**PROBLEM REQUIREMENTS**
Lines with the string "Северная" are to be identified in the listing and copied.

**EXCERPTED RECORDS**
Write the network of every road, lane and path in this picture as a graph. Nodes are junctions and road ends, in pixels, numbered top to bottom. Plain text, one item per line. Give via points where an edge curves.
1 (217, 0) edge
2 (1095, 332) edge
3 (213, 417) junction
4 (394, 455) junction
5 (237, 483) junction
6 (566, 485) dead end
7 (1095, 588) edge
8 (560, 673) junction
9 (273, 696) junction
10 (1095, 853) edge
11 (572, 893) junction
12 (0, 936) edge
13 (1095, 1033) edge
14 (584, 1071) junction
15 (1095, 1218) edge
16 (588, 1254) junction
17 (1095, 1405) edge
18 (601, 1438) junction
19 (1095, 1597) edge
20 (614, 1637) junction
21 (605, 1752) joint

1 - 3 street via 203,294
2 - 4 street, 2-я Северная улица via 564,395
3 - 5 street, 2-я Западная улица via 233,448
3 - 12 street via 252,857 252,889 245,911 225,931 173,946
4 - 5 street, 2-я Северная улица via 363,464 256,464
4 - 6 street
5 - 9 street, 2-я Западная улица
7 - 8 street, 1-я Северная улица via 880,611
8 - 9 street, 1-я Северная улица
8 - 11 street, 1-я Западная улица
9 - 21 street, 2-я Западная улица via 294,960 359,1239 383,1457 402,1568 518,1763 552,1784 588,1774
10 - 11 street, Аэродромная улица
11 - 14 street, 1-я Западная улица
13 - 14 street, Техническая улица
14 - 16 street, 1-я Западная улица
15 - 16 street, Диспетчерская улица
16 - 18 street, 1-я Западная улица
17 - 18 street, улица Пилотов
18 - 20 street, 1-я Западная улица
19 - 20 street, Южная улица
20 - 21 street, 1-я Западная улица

**RESPONSE AREA**
2 - 4 street, 2-я Северная улица via 564,395
4 - 5 street, 2-я Северная улица via 363,464 256,464
7 - 8 street, 1-я Северная улица via 880,611
8 - 9 street, 1-я Северная улица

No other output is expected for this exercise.